# [ABOUT THIS TASK]
Every entry below should come back unchanged, except that the pictures are dropped.

[Stored items]
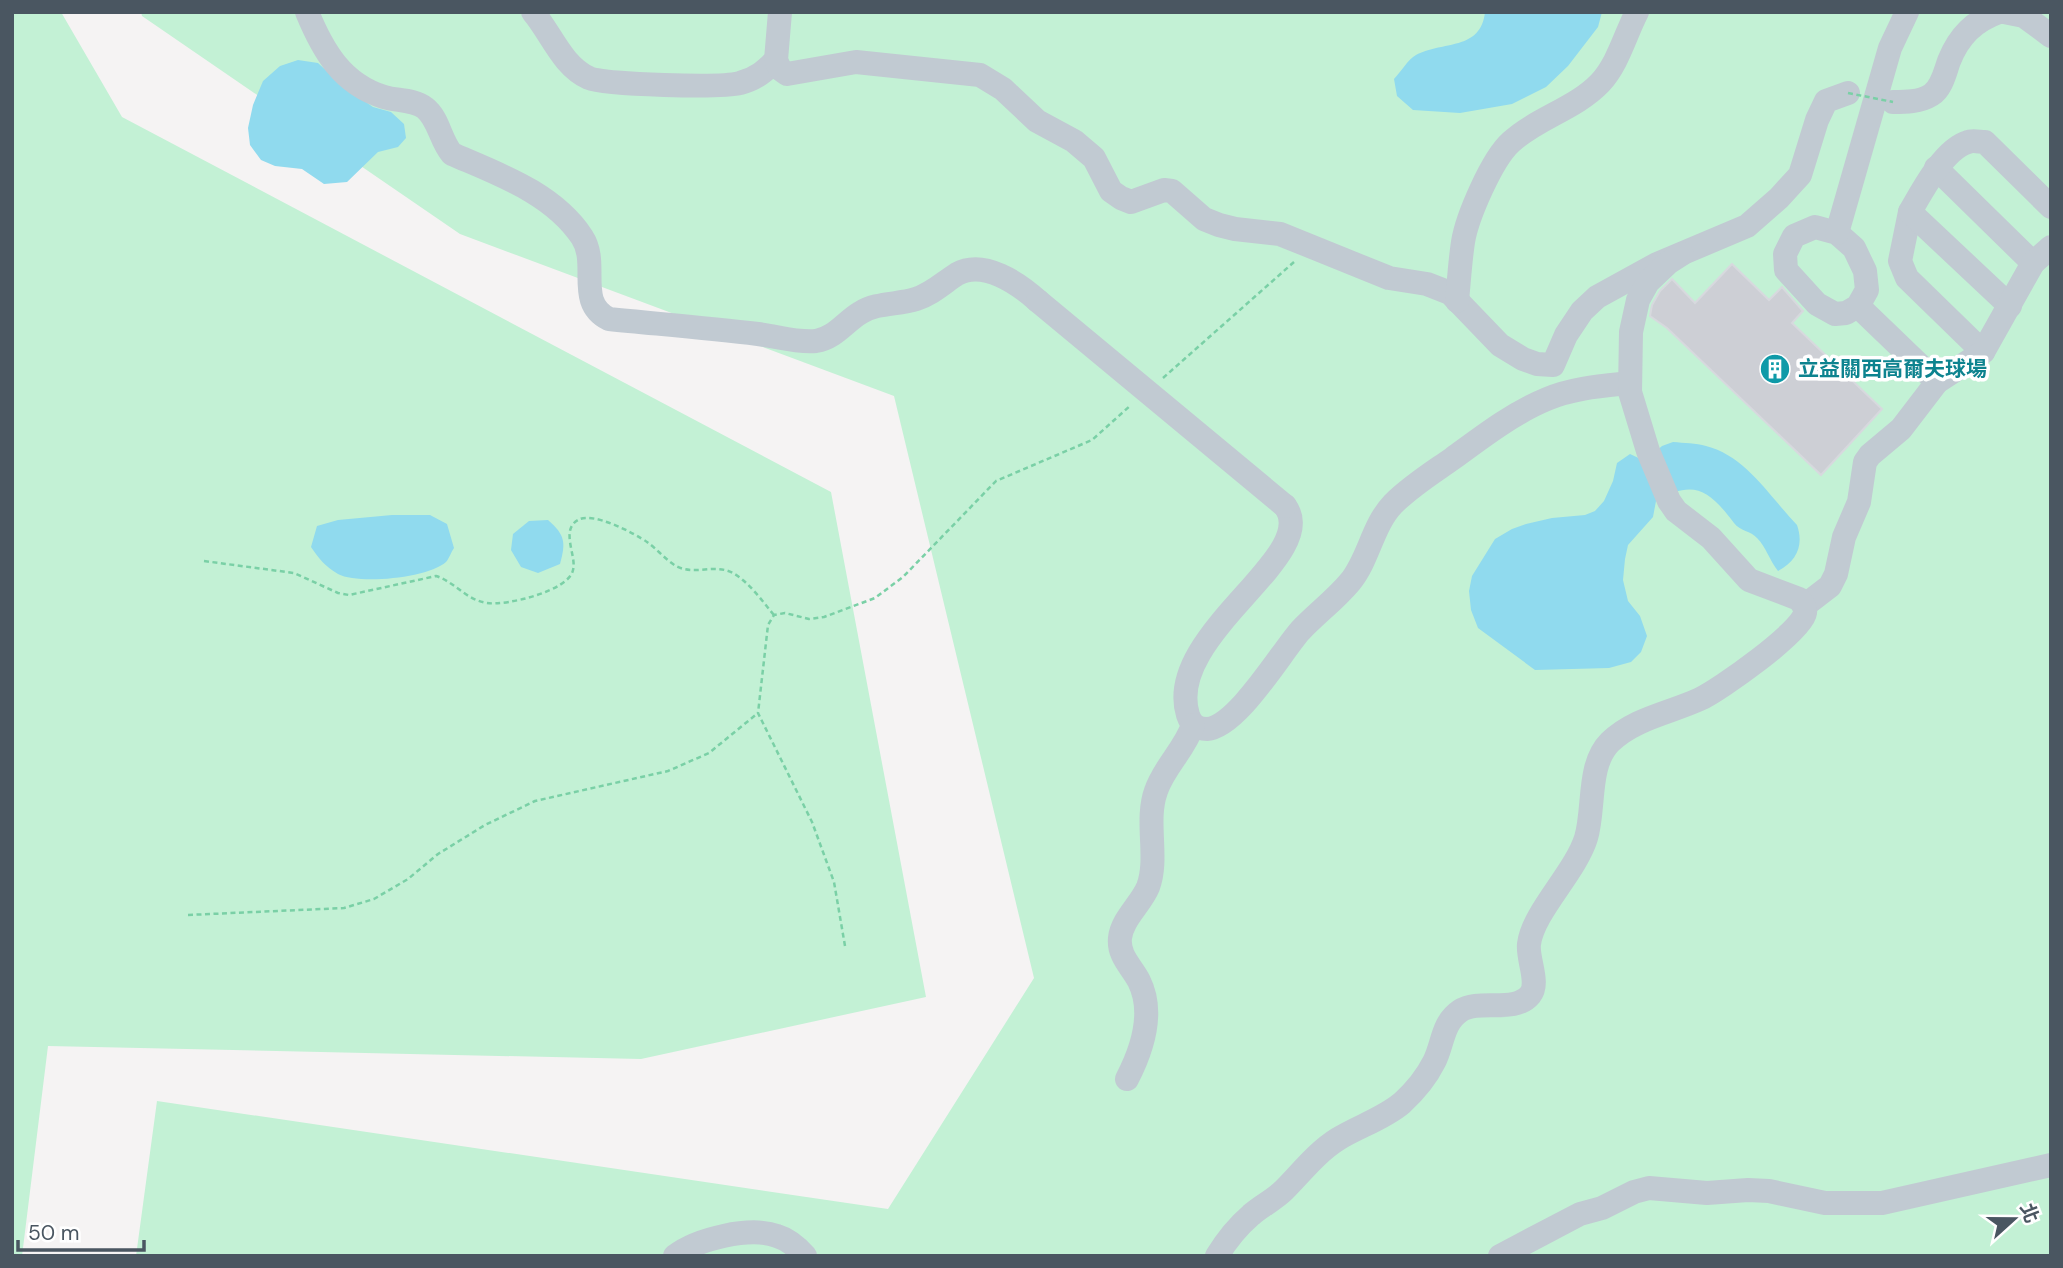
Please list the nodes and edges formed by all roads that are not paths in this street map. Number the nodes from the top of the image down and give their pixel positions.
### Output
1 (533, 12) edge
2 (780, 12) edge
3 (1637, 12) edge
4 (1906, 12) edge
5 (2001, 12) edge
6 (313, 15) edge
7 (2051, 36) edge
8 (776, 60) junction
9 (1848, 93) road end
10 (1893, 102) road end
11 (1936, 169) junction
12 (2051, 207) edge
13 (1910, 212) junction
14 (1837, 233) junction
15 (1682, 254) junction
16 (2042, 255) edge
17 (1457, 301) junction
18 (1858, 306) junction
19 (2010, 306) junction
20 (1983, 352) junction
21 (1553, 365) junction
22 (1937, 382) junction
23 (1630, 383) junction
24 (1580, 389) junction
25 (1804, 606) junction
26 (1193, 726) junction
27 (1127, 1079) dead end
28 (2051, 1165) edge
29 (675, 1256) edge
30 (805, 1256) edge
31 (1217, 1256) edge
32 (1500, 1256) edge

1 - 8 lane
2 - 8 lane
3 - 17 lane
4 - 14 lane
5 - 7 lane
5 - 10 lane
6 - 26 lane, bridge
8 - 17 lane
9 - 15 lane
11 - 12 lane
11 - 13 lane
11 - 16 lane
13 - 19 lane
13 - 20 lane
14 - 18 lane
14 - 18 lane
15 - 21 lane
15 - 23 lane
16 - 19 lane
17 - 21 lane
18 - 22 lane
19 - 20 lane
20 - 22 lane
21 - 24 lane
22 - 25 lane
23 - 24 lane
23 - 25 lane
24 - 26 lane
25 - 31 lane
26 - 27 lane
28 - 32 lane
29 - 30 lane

# [RESULT]
Please list the nodes and edges formed by all roads that are not paths in this street map. Number the nodes from the top of the image down and give their pixel positions.
### Output
1 (533, 12) edge
2 (780, 12) edge
3 (1637, 12) edge
4 (1906, 12) edge
5 (2001, 12) edge
6 (313, 15) edge
7 (2051, 36) edge
8 (776, 60) junction
9 (1848, 93) road end
10 (1893, 102) road end
11 (1936, 169) junction
12 (2051, 207) edge
13 (1910, 212) junction
14 (1837, 233) junction
15 (1682, 254) junction
16 (2042, 255) edge
17 (1457, 301) junction
18 (1858, 306) junction
19 (2010, 306) junction
20 (1983, 352) junction
21 (1553, 365) junction
22 (1937, 382) junction
23 (1630, 383) junction
24 (1580, 389) junction
25 (1804, 606) junction
26 (1193, 726) junction
27 (1127, 1079) dead end
28 (2051, 1165) edge
29 (675, 1256) edge
30 (805, 1256) edge
31 (1217, 1256) edge
32 (1500, 1256) edge

1 - 8 lane
2 - 8 lane
3 - 17 lane
4 - 14 lane
5 - 7 lane
5 - 10 lane
6 - 26 lane, bridge
8 - 17 lane
9 - 15 lane
11 - 12 lane
11 - 13 lane
11 - 16 lane
13 - 19 lane
13 - 20 lane
14 - 18 lane
14 - 18 lane
15 - 21 lane
15 - 23 lane
16 - 19 lane
17 - 21 lane
18 - 22 lane
19 - 20 lane
20 - 22 lane
21 - 24 lane
22 - 25 lane
23 - 24 lane
23 - 25 lane
24 - 26 lane
25 - 31 lane
26 - 27 lane
28 - 32 lane
29 - 30 lane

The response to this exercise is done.